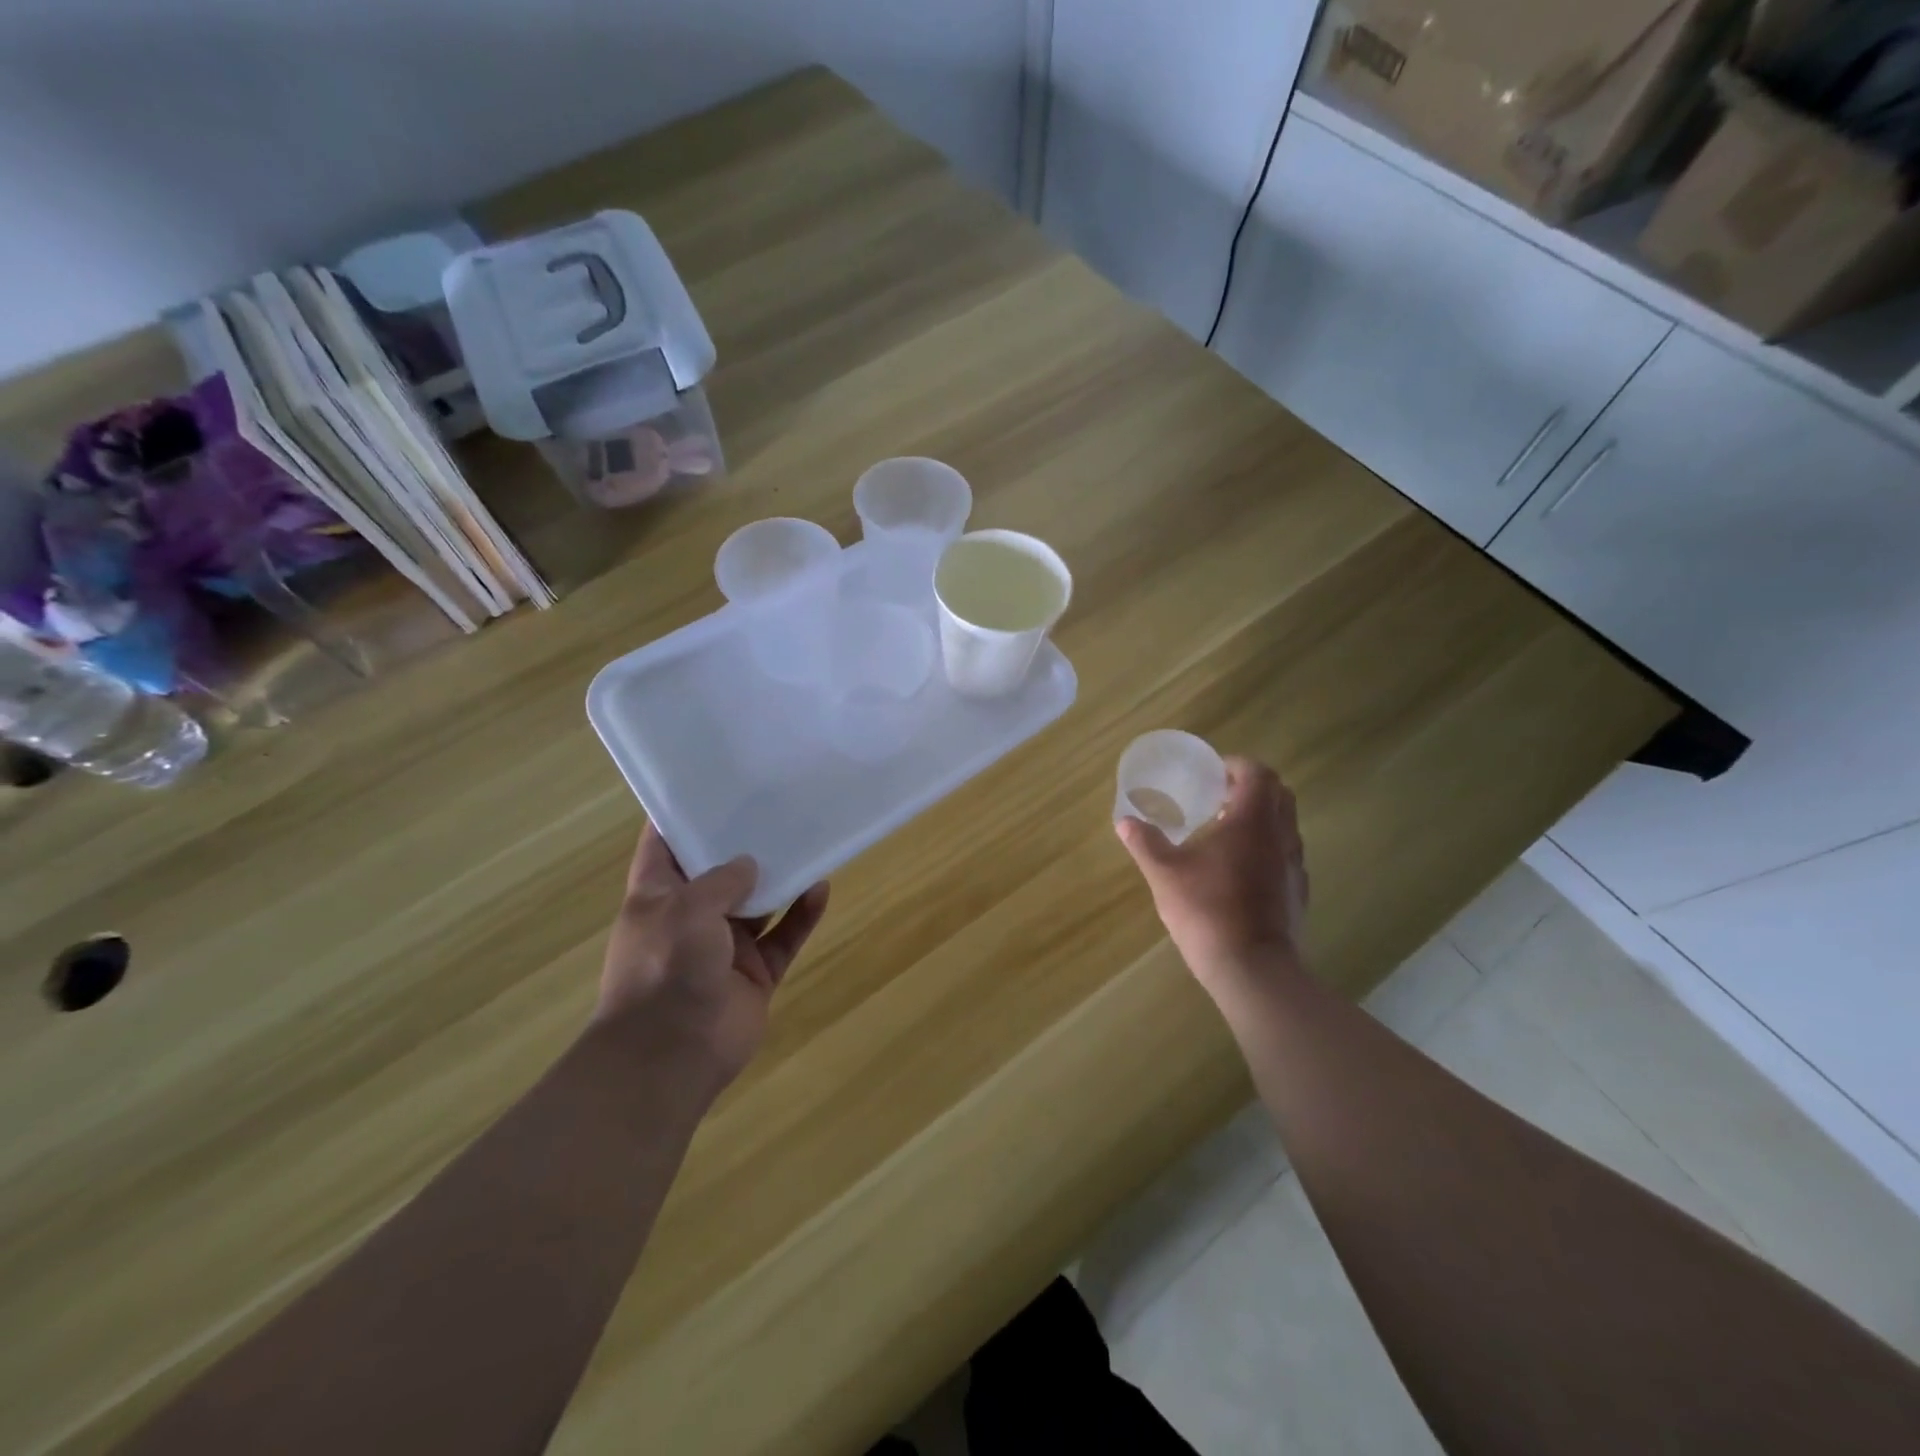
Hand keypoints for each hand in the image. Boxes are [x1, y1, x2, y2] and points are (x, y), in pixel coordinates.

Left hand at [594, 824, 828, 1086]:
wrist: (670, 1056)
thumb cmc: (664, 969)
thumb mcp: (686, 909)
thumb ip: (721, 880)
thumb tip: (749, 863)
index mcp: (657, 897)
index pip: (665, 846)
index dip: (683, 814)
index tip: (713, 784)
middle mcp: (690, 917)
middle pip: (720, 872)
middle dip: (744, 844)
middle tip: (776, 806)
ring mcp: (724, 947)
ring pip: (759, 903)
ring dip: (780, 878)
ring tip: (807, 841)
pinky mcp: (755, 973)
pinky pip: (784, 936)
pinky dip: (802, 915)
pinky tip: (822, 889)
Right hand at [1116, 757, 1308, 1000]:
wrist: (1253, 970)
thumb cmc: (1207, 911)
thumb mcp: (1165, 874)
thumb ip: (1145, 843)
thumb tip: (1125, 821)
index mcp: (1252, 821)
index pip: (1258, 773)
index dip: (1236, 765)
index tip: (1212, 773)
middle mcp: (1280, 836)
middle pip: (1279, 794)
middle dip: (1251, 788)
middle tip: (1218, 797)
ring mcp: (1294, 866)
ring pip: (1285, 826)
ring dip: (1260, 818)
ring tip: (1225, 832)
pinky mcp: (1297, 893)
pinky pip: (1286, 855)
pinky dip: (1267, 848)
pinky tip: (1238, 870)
==
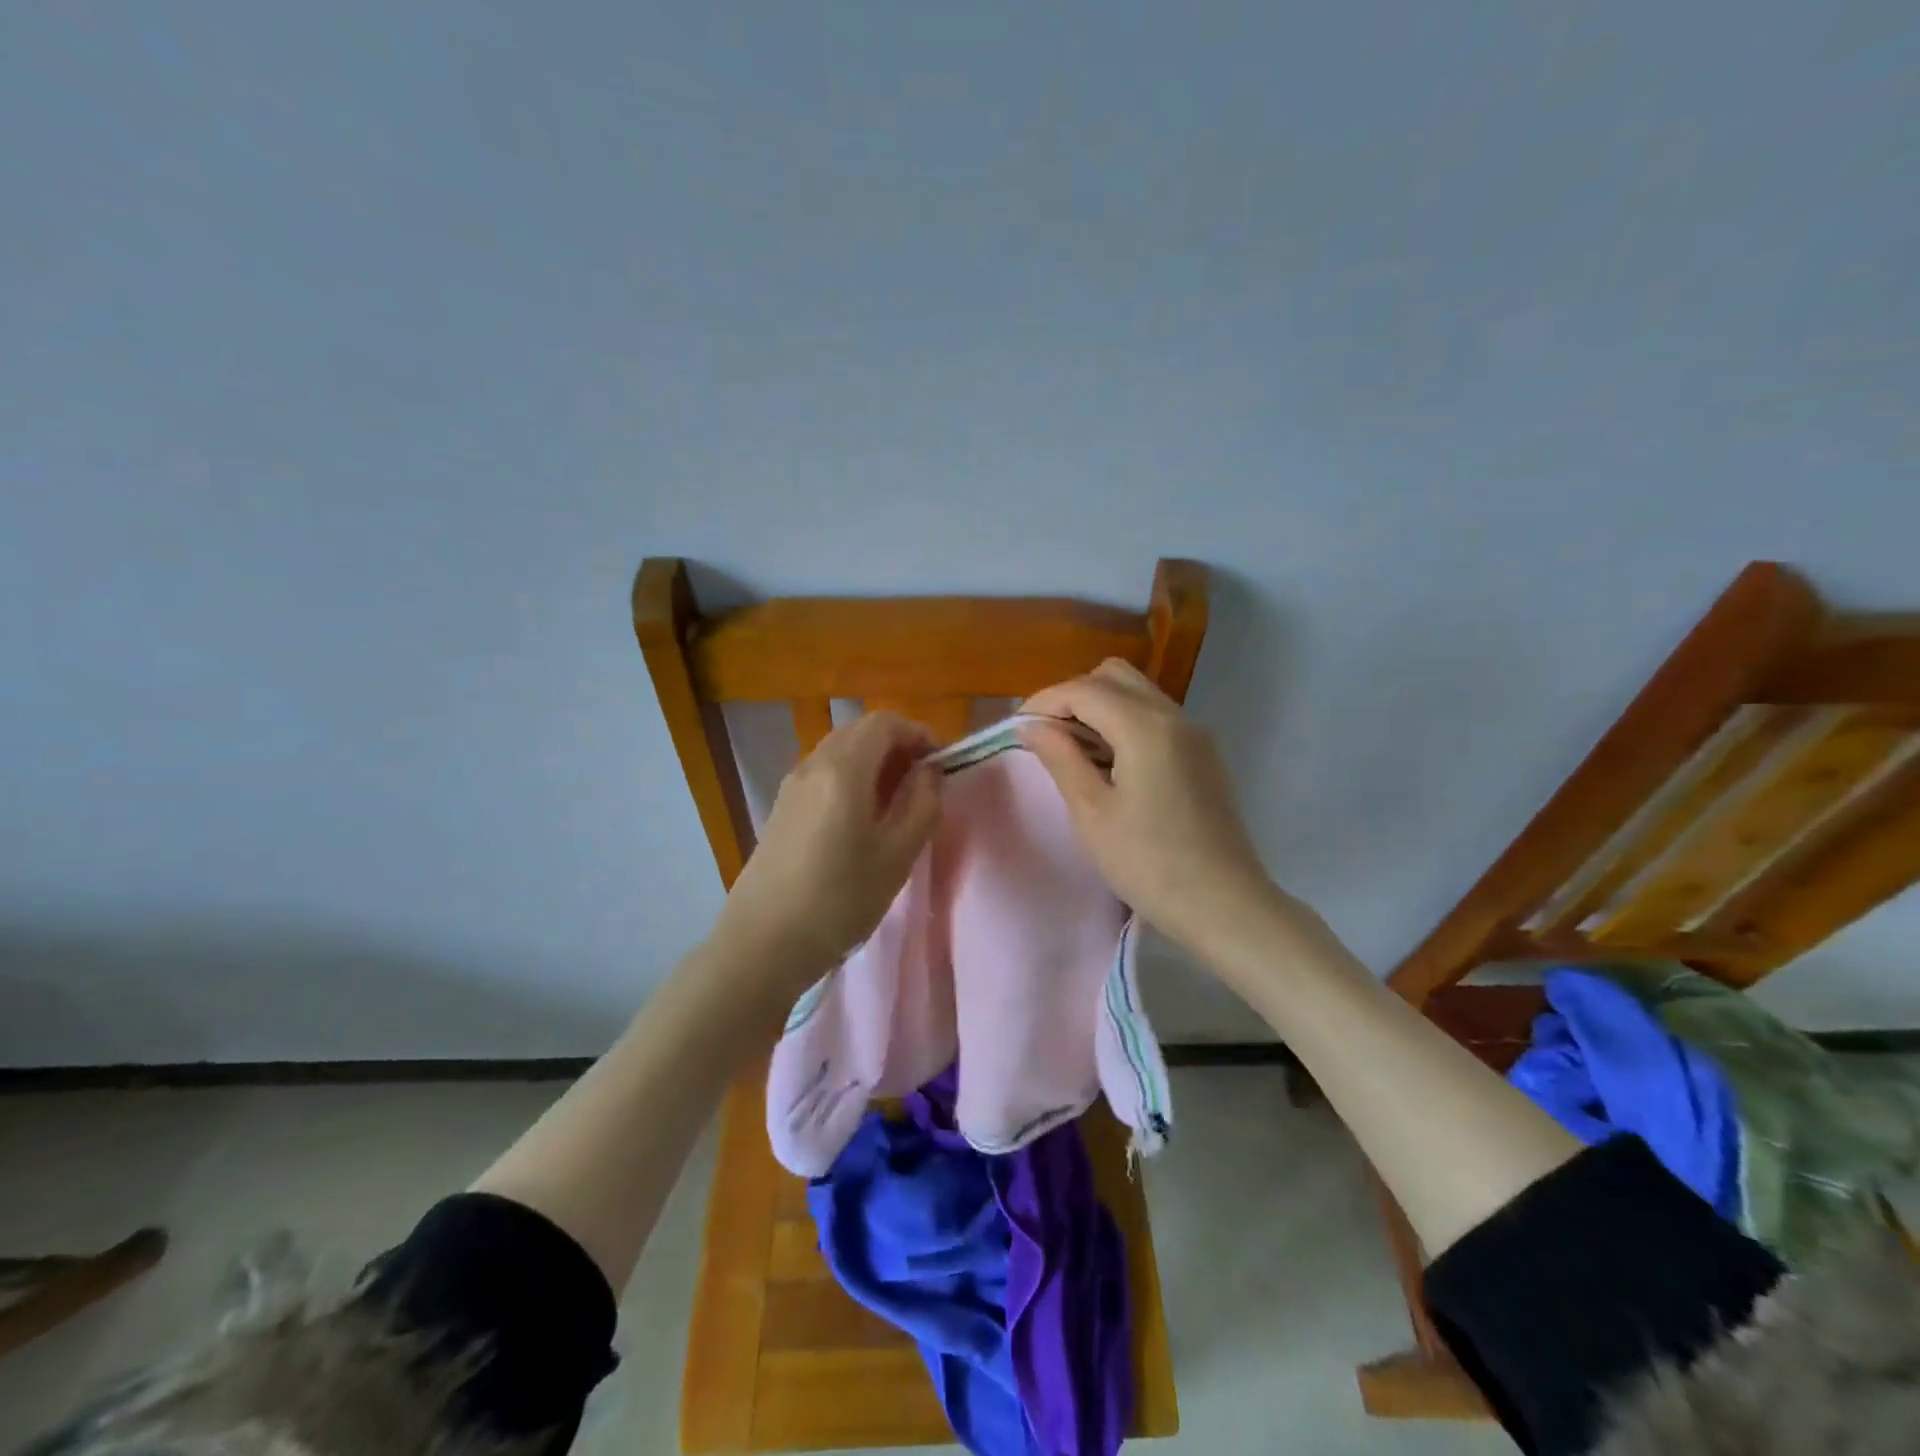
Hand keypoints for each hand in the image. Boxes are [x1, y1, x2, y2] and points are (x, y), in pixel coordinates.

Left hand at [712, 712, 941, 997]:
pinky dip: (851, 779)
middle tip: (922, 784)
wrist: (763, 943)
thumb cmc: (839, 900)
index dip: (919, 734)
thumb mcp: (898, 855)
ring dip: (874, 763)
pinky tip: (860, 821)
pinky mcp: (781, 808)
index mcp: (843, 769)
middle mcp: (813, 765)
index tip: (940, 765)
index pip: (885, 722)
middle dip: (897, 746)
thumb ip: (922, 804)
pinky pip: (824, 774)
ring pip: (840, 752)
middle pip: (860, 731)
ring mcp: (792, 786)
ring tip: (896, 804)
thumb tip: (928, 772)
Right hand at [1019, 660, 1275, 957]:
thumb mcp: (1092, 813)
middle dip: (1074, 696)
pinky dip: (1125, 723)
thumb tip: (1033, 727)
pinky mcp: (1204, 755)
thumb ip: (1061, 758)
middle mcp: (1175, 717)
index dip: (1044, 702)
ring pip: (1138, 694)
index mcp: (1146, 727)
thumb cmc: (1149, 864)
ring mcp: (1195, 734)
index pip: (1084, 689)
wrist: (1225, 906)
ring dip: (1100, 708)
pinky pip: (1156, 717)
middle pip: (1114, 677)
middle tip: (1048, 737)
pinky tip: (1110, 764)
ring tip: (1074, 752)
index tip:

● Exercise brief
Where a line in the records above contains the string "hand", return that line.

● Response
Hand keypoints for each hand in the image. Boxes are [x1, y1, x2, y2] and points are (x, y), in pixel coordinates.
Left hand at [594, 824, 828, 1086]:
Right hand at [1116, 757, 1308, 1000]:
Hand keypoints for each hand in the image. Boxes are [x1, y1, x2, y2] and points are (x, y), in pixel coordinates.
Left hand at [712, 712, 941, 997]:
Right hand at [1019, 660, 1275, 957]:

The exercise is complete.